Your task is to copy the data exactly while leaving out every picture.

### Provided records
######
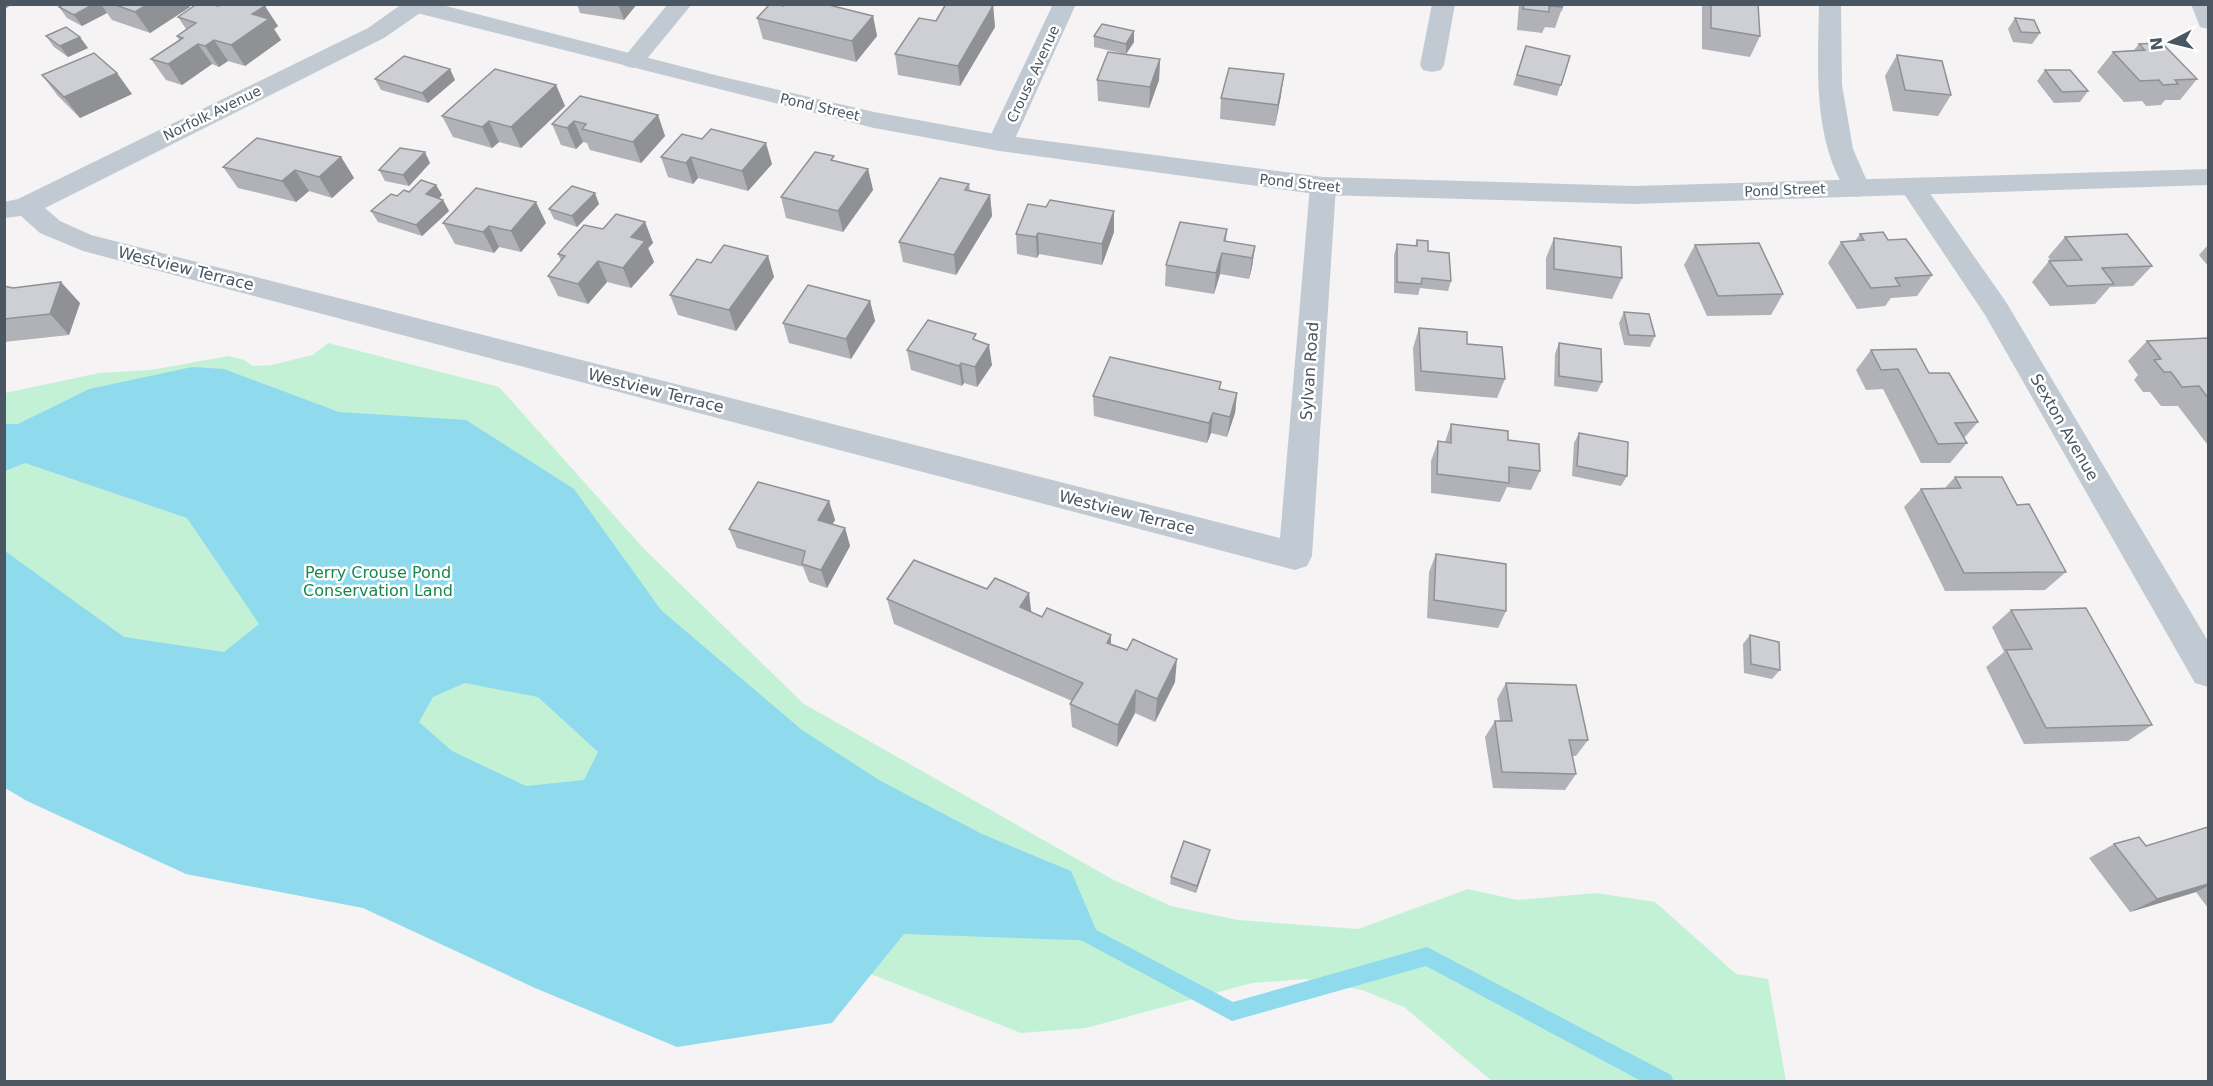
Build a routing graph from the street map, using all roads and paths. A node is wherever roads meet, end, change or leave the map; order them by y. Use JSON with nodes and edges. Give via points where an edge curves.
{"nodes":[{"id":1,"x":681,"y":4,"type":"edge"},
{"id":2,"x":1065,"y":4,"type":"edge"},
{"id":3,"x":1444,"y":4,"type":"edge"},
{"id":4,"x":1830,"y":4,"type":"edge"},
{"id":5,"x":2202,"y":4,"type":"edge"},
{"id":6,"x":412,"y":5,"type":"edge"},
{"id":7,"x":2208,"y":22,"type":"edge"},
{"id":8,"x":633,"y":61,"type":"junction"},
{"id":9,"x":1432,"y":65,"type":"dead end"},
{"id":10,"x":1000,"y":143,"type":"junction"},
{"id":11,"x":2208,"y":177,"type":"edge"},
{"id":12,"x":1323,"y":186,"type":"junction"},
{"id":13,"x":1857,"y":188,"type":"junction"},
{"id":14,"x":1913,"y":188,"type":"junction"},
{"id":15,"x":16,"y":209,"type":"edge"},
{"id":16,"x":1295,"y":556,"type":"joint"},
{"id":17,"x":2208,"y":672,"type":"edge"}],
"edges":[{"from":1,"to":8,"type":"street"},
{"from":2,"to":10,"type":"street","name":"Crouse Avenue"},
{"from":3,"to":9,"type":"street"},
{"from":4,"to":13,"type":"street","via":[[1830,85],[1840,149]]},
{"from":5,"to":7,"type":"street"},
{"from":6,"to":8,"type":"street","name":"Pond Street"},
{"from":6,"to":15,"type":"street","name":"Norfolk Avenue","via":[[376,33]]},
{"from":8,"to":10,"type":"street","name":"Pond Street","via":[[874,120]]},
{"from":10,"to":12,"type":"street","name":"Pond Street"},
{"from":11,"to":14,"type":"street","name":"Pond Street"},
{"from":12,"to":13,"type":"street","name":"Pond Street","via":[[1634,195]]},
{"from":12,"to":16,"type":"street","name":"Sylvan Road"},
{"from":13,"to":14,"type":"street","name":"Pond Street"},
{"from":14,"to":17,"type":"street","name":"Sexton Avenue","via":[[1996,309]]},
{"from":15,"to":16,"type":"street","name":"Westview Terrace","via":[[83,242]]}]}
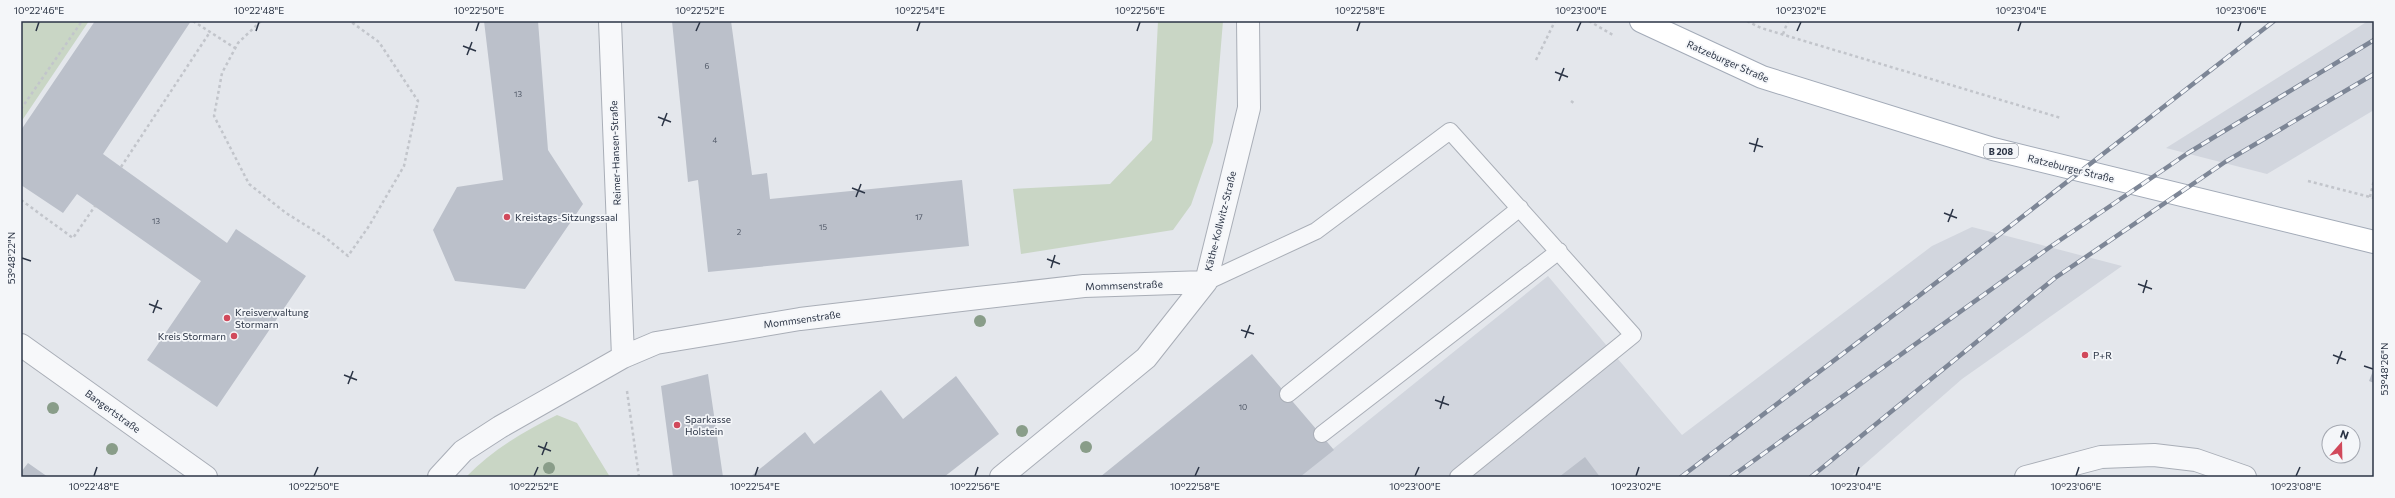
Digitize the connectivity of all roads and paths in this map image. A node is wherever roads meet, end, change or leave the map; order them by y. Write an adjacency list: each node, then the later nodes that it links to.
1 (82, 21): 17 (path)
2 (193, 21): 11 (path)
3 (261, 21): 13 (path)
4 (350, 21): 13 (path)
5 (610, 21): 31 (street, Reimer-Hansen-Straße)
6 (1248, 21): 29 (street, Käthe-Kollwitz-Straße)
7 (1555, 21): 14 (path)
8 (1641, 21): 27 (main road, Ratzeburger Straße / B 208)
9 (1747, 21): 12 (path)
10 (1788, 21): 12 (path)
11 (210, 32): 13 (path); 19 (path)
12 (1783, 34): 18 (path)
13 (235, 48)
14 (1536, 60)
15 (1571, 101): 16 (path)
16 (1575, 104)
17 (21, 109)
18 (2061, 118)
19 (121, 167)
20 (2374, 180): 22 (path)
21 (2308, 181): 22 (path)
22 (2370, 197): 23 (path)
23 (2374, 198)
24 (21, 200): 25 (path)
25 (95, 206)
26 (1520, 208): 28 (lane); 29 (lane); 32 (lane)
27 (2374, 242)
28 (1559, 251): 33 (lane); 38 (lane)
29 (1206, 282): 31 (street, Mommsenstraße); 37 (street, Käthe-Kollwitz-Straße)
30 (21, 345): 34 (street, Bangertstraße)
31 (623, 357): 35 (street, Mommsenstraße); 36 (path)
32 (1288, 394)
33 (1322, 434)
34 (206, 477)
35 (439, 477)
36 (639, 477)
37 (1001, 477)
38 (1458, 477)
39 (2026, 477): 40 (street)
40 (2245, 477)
######
### Solution to this problem
Build a routing graph from the street map, using all roads and paths. A node is wherever roads meet, end, change or leave the map; order them by y. Use JSON with nodes and edges. Give via points where an edge curves.
{"nodes":[{"id":1,"x":681,"y":4,"type":"edge"},
{"id":2,"x":1065,"y":4,"type":"edge"},
{"id":3,"x":1444,"y":4,"type":"edge"},
{"id":4,"x":1830,"y":4,"type":"edge"},
{"id":5,"x":2202,"y":4,"type":"edge"},
{"id":6,"x":412,"y":5,"type":"edge"},
{"id":7,"x":2208,"y":22,"type":"edge"},
{"id":8,"x":633,"y":61,"type":"junction"},
{"id":9,"x":1432,"y":65,"type":"dead end"},
{"id":10,"x":1000,"y":143,"type":"junction"},
{"id":11,"x":2208,"y":177,"type":"edge"},
{"id":12,"x":1323,"y":186,"type":"junction"},
{"id":13,"x":1857,"y":188,"type":"junction"},
{"id":14,"x":1913,"y":188,"type":"junction"},
{"id":15,"x":16,"y":209,"type":"edge"},
{"id":16,"x":1295,"y":556,"type":"joint"},
{"id":17,"x":2208,"y":672,"type":"edge"}],
"edges":[{"from":1,"to":8,"type":"street"},
{"from":2,"to":10,"type":"street","name":"Crouse Avenue"},
{"from":3,"to":9,"type":"street"},
{"from":4,"to":13,"type":"street","via":[[1830,85],[1840,149]]},
{"from":5,"to":7,"type":"street"},
{"from":6,"to":8,"type":"street","name":"Pond Street"},
{"from":6,"to":15,"type":"street","name":"Norfolk Avenue","via":[[376,33]]},
{"from":8,"to":10,"type":"street","name":"Pond Street","via":[[874,120]]},
{"from":10,"to":12,"type":"street","name":"Pond Street"},
{"from":11,"to":14,"type":"street","name":"Pond Street"},
{"from":12,"to":13,"type":"street","name":"Pond Street","via":[[1634,195]]},
{"from":12,"to":16,"type":"street","name":"Sylvan Road"},
{"from":13,"to":14,"type":"street","name":"Pond Street"},
{"from":14,"to":17,"type":"street","name":"Sexton Avenue","via":[[1996,309]]},
{"from":15,"to":16,"type":"street","name":"Westview Terrace","via":[[83,242]]}]}
Digitize the connectivity of all roads and paths in this map image. A node is wherever roads meet, end, change or leave the map; order them by y. Write an adjacency list: each node, then the later nodes that it links to.
1 (82, 21): 17 (path)
2 (193, 21): 11 (path)
3 (261, 21): 13 (path)
4 (350, 21): 13 (path)
5 (610, 21): 31 (street, Reimer-Hansen-Straße)
6 (1248, 21): 29 (street, Käthe-Kollwitz-Straße)
7 (1555, 21): 14 (path)
8 (1641, 21): 27 (main road, Ratzeburger Straße / B 208)
9 (1747, 21): 12 (path)
10 (1788, 21): 12 (path)
11 (210, 32): 13 (path); 19 (path)
12 (1783, 34): 18 (path)
13 (235, 48)
14 (1536, 60)
15 (1571, 101): 16 (path)
16 (1575, 104)
17 (21, 109)
18 (2061, 118)
19 (121, 167)
20 (2374, 180): 22 (path)
21 (2308, 181): 22 (path)
22 (2370, 197): 23 (path)
23 (2374, 198)
24 (21, 200): 25 (path)
25 (95, 206)
26 (1520, 208): 28 (lane); 29 (lane); 32 (lane)
27 (2374, 242)
28 (1559, 251): 33 (lane); 38 (lane)
29 (1206, 282): 31 (street, Mommsenstraße); 37 (street, Käthe-Kollwitz-Straße)
30 (21, 345): 34 (street, Bangertstraße)
31 (623, 357): 35 (street, Mommsenstraße); 36 (path)
32 (1288, 394)
33 (1322, 434)
34 (206, 477)
35 (439, 477)
36 (639, 477)
37 (1001, 477)
38 (1458, 477)
39 (2026, 477): 40 (street)
40 (2245, 477)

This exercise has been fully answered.